Beginning at the top of the entries below, retype each line exactly until the line containing "Please list the" has been written out; include no pictures and no later lines.

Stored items
______

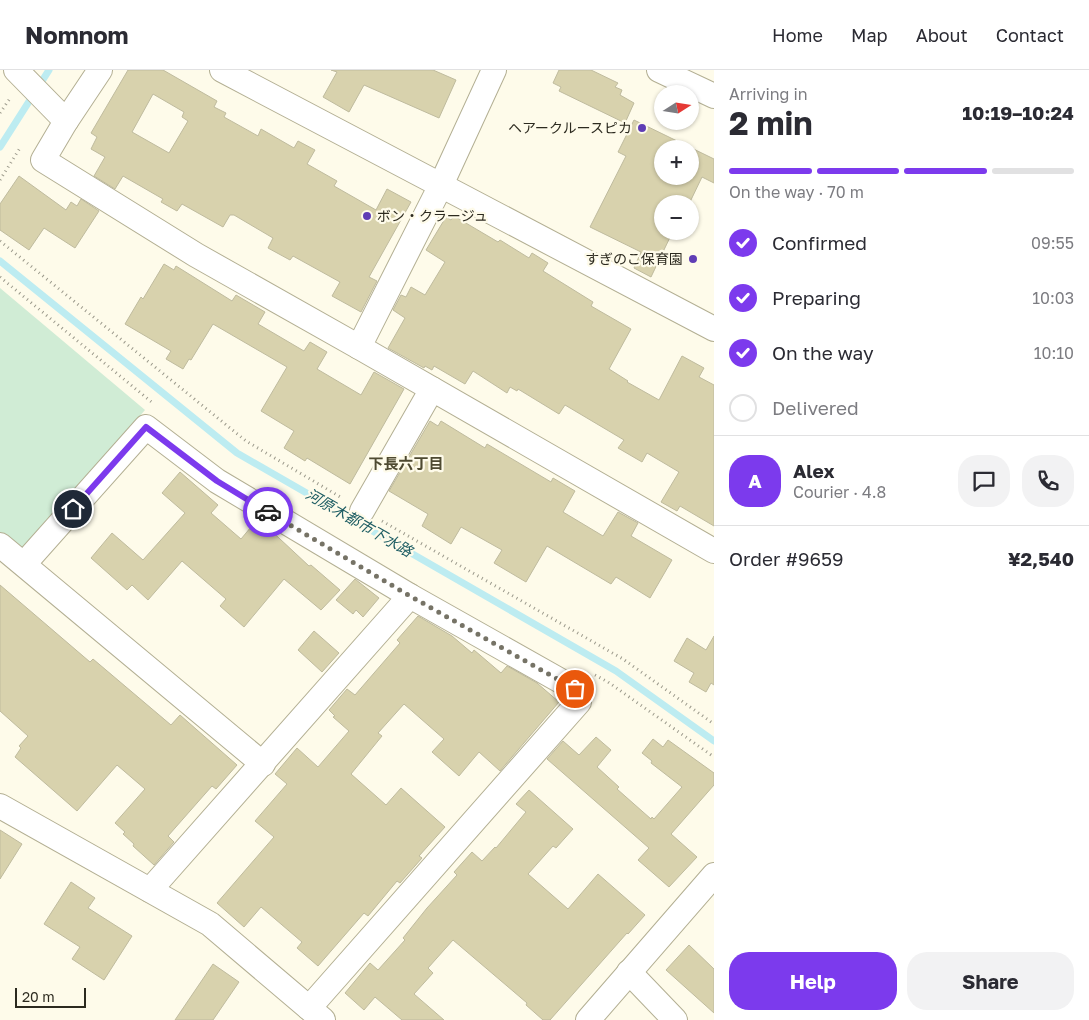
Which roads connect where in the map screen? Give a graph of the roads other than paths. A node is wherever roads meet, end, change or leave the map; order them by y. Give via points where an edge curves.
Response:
1 (16, 70) edge
2 (100, 70) edge
3 (222, 70) edge
4 (494, 70) edge
5 (659, 70) edge
6 (714, 96) edge
7 (66, 121) junction
8 (441, 185) junction
9 (714, 329) edge
10 (359, 347) junction
11 (432, 389) junction
12 (362, 511) dead end
13 (0, 544) edge
14 (714, 551) edge
15 (24, 564) junction
16 (410, 596) junction
17 (263, 764) junction
18 (0, 806) edge
19 (714, 875) edge
20 (150, 890) junction
21 (629, 972) junction
22 (316, 1014) edge
23 (588, 1020) edge
24 (675, 1020) edge

1 - 7 street
2 - 7 street
3 - 8 street
4 - 8 street
5 - 6 street
7 - 10 street via 42,160 196,256
8 - 9 street
8 - 10 street
10 - 11 street
11 - 12 street
11 - 14 street
13 - 15 street
15 - 16 street via 146,427 217,481
15 - 17 street
16 - 17 street
16 - 22 street via 575,689 579,702
17 - 20 street
18 - 20 street
19 - 21 street
20 - 22 street via 210,924
21 - 23 street
21 - 24 street

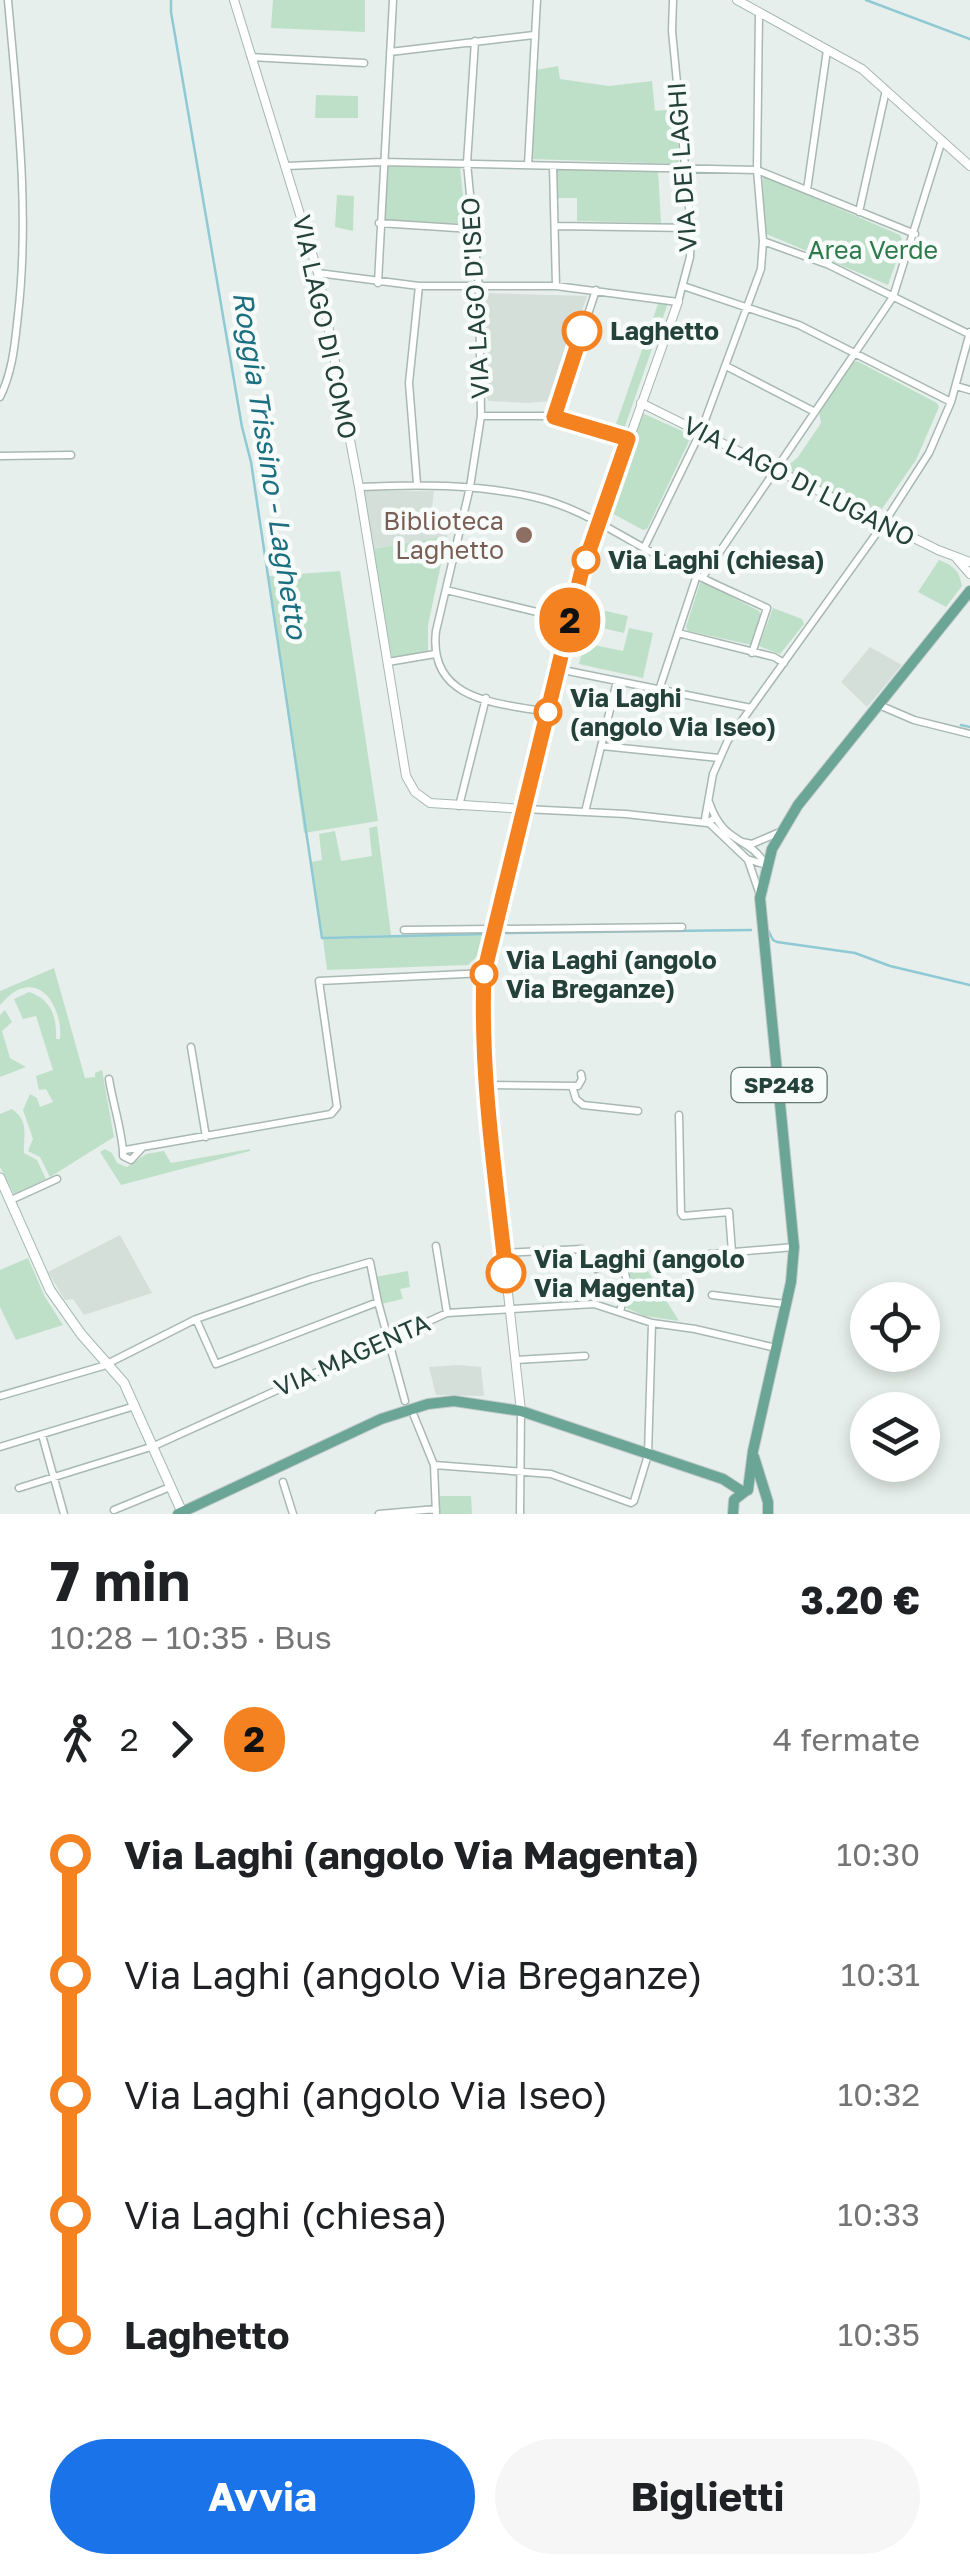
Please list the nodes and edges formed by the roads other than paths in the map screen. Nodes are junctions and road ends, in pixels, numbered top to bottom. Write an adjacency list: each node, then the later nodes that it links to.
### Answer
1 (8, 0): 47 (street)
2 (234, 0): 12 (street, VIA LAGO DI COMO)
3 (393, 0): 11 (street)
4 (537, 0): 8 (street)
5 (673, 0): 22 (street, VIA DEI LAGHI)
6 (737, 0): 7 (street)
7 (759, 12): 10 (street); 23 (street)
8 (534, 34): 9 (street); 18 (street)
9 (475, 42): 11 (street); 17 (street, VIA LAGO D'ISEO)
10 (827, 50): 14 (street); 24 (street)
11 (390, 52): 16 (street)
12 (250, 57): 13 (street); 19 (street, VIA LAGO DI COMO)
13 (364, 64)
14 (886, 90): 15 (street); 25 (street)
15 (942, 140): 21 (street); 30 (street)
16 (382, 162): 17 (street); 19 (street); 26 (street)
17 (467, 163): 18 (street); 29 (street, VIA LAGO D'ISEO)
18 (528, 165): 20 (street)
19 (286, 166): 32 (street, VIA LAGO DI COMO)
20 (554, 166): 22 (street); 27 (street)
21 (970, 166)
22 (686, 167): 23 (street); 28 (street, VIA DEI LAGHI)
23 (756, 170): 24 (street); 31 (street)
24 (808, 190): 25 (street)
25 (859, 212): 30 (street)
26 (379, 223): 29 (street); 33 (street)
27 (555, 226): 28 (street); 35 (street)
28 (691, 228): 36 (street, VIA DEI LAGHI)
29 (472, 229): 37 (street, VIA LAGO D'ISEO)
30 (914, 234): 39 (street)
31 (763, 241): 39 (street); 41 (street)
32 (318, 273): 33 (street); 59 (street, VIA LAGO DI COMO)
33 (378, 283): 34 (street)
34 (420, 286): 37 (street); 58 (street)
35 (556, 286): 37 (street); 38 (street)
36 (684, 286): 40 (street, VIA DEI LAGHI); 41 (street)
37 (479, 288): 51 (street, VIA LAGO D'ISEO)
38 (596, 290): 40 (street); 52 (street)
39 (893, 297): 42 (street); 43 (street)
40 (678, 302): 49 (street, VIA DEI LAGHI)
41 (749, 307): 43 (street); 44 (street)
42 (969, 335): 45 (street)
43 (856, 352): 48 (street); 50 (street)
44 (726, 366): 50 (street); 53 (street)
45 (956, 386): 46 (street); 48 (street)
46 (970, 390)
47 (0, 396)
48 (951, 402): 62 (street)
49 (641, 403): 53 (street, VIA LAGO DI LUGANO); 54 (street, VIA DEI LAGHI)
50 (815, 412): 57 (street)
51 (481, 416): 52 (street); 60 (street, VIA LAGO D'ISEO)
52 (551, 416): 54 (street)
53 (701, 431): 57 (street, VIA LAGO DI LUGANO); 63 (street)
54 (628, 439): 61 (street, VIA DEI LAGHI)
55 (71, 455): 56 (street)
56 (0, 456)
57 (777, 470): 62 (street, VIA LAGO DI LUGANO); 67 (street)
58 (416, 484): 59 (street); 60 (street)
59 (359, 487): 74 (street, VIA LAGO DI COMO)
60 (470, 487): 61 (street); 68 (street, VIA LAGO D'ISEO)
61 (599, 522): 63 (street); 70 (street, VIA DEI LAGHI)
62 (884, 523): 64 (street, VIA LAGO DI LUGANO); 75 (street)
63 (644, 548): 67 (street)
64 (957, 559): 65 (street, VIA LAGO DI LUGANO); 66 (street, VIA LAGO DI LUGANO)
65 (970, 562)
66 (970, 574)
67 (699, 577): 71 (street); 72 (street)
68 (446, 590): 70 (street); 73 (street, VIA LAGO D'ISEO)
69 (970, 591): 80 (main road, SP248)
70 (570, 620): 76 (street, VIA DEI LAGHI)
71 (678, 634): 72 (street); 78 (street)
72 (752, 652): 75 (street)
73 (435, 654): 74 (street); 79 (street)
74 (388, 662): 86 (street, VIA LAGO DI COMO)
75 (784, 663): 81 (street)
76 (558, 669): 77 (street); 82 (street, VIA DEI LAGHI)
77 (617, 681): 78 (street); 84 (street)
78 (659, 690): 81 (street)
79 (486, 698): 82 (street); 86 (street)
80 (878, 705): 83 (street); 90 (main road, SP248)
81 (751, 708): 85 (street)
82 (548, 712): 87 (street, VIA DEI LAGHI)
83 (970, 734)
84 (602, 746): 85 (street); 88 (street)
85 (719, 758): 89 (street)
86 (459, 806): 87 (street, VIA LAGO DI COMO)
87 (524, 809): 88 (street, VIA LAGO DI COMO); 96 (street, VIA DEI LAGHI)
88 (585, 812): 89 (street, VIA LAGO DI COMO)
89 (711, 821): 91 (street); 92 (street)
90 (780, 832): 91 (street); 93 (main road, SP248)
91 (741, 842): 93 (street)
92 (748, 858): 93 (street); 94 (street)
93 (766, 865): 94 (main road, SP248)
94 (760, 898): 111 (main road, SP248)
95 (682, 927): 96 (street)
96 (495, 929): 97 (street); 98 (street, VIA DEI LAGHI)
97 (404, 930)
98 (484, 973): 102 (street, VIA DEI LAGHI); 106 (street)
99 (190, 1047): 106 (street)
100 (581, 1074): 103 (street)
101 (109, 1079): 106 (street)
102 (484, 1085): 103 (street); 114 (street, VIA DEI LAGHI)
103 (572, 1086): 104 (street)
104 (638, 1111)
105 (679, 1115): 113 (street)
106 (206, 1137)
107 (0, 1178): 109 (main road)
108 (56, 1179): 109 (street)
109 (11, 1200): 129 (main road)
110 (436, 1246): 122 (street)
111 (794, 1247): 113 (street); 119 (main road, SP248)
112 (582, 1248): 114 (street)
113 (732, 1252): 115 (street)
114 (504, 1253): 120 (street, VIA DEI LAGHI)
115 (658, 1266)
116 (596, 1269): 121 (street)
117 (712, 1295): 119 (street)
118 (378, 1302): 123 (street); 123 (street); 125 (street)
119 (786, 1304): 126 (main road, SP248)
120 (510, 1308): 121 (street, VIA MAGENTA); 122 (street, VIA MAGENTA); 128 (street, VIA DEI LAGHI)
121 (620, 1312): 124 (street, VIA MAGENTA)
122 (447, 1313): 125 (street, VIA MAGENTA)
123 (196, 1319): 129 (street)
124 (652, 1323): 126 (street, VIA MAGENTA); 139 (street)
125 (388, 1338): 131 (street); 137 (street, VIA MAGENTA)
126 (776, 1348): 138 (main road, SP248)
127 (586, 1356): 128 (street)
128 (516, 1360): 133 (street, VIA DEI LAGHI)
129 (108, 1363): 130 (street); 132 (main road)
130 (0, 1396)
131 (405, 1401)
132 (136, 1406): 135 (street); 137 (main road)
133 (521, 1411): 139 (main road); 141 (street); 153 (main road)
134 (414, 1416): 140 (street)
135 (42, 1435): 136 (street); 143 (street)
136 (0, 1446)
137 (154, 1446): 143 (street, VIA MAGENTA); 146 (main road)
138 (753, 1451): 144 (main road); 148 (main road, SP248); 149 (main road, SP248)
139 (648, 1454): 141 (street); 142 (main road)
140 (434, 1465): 141 (street); 152 (street)
141 (520, 1471): 157 (street)
142 (700, 1472): 144 (main road); 151 (main road)
143 (54, 1478): 147 (street, VIA MAGENTA); 154 (street)
144 (723, 1479): 148 (main road)
145 (282, 1482): 155 (street)
146 (172, 1486): 150 (street); 153 (main road)
147 (19, 1488)
148 (745, 1491): 149 (main road, SP248); 151 (main road)
149 (768, 1508)
150 (114, 1510)
151 (733, 1511)
152 (436, 1512): 156 (street)
153 (181, 1513)
154 (64, 1514)
155 (293, 1514)
156 (379, 1514)
157 (520, 1514)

______

*RESULT*:
Which roads connect where in the map screen? Give a graph of the roads other than paths. A node is wherever roads meet, end, change or leave the map; order them by y. Give via points where an edge curves.
Response:
1 (16, 70) edge
2 (100, 70) edge
3 (222, 70) edge
4 (494, 70) edge
5 (659, 70) edge
6 (714, 96) edge
7 (66, 121) junction
8 (441, 185) junction
9 (714, 329) edge
10 (359, 347) junction
11 (432, 389) junction
12 (362, 511) dead end
13 (0, 544) edge
14 (714, 551) edge
15 (24, 564) junction
16 (410, 596) junction
17 (263, 764) junction
18 (0, 806) edge
19 (714, 875) edge
20 (150, 890) junction
21 (629, 972) junction
22 (316, 1014) edge
23 (588, 1020) edge
24 (675, 1020) edge

1 - 7 street
2 - 7 street
3 - 8 street
4 - 8 street
5 - 6 street
7 - 10 street via 42,160 196,256
8 - 9 street
8 - 10 street
10 - 11 street
11 - 12 street
11 - 14 street
13 - 15 street
15 - 16 street via 146,427 217,481
15 - 17 street
16 - 17 street
16 - 22 street via 575,689 579,702
17 - 20 street
18 - 20 street
19 - 21 street
20 - 22 street via 210,924
21 - 23 street
21 - 24 street

Please list the nodes and edges formed by the roads other than paths in the map screen. Nodes are junctions and road ends, in pixels, numbered top to bottom. Write an adjacency list: each node, then the later nodes that it links to.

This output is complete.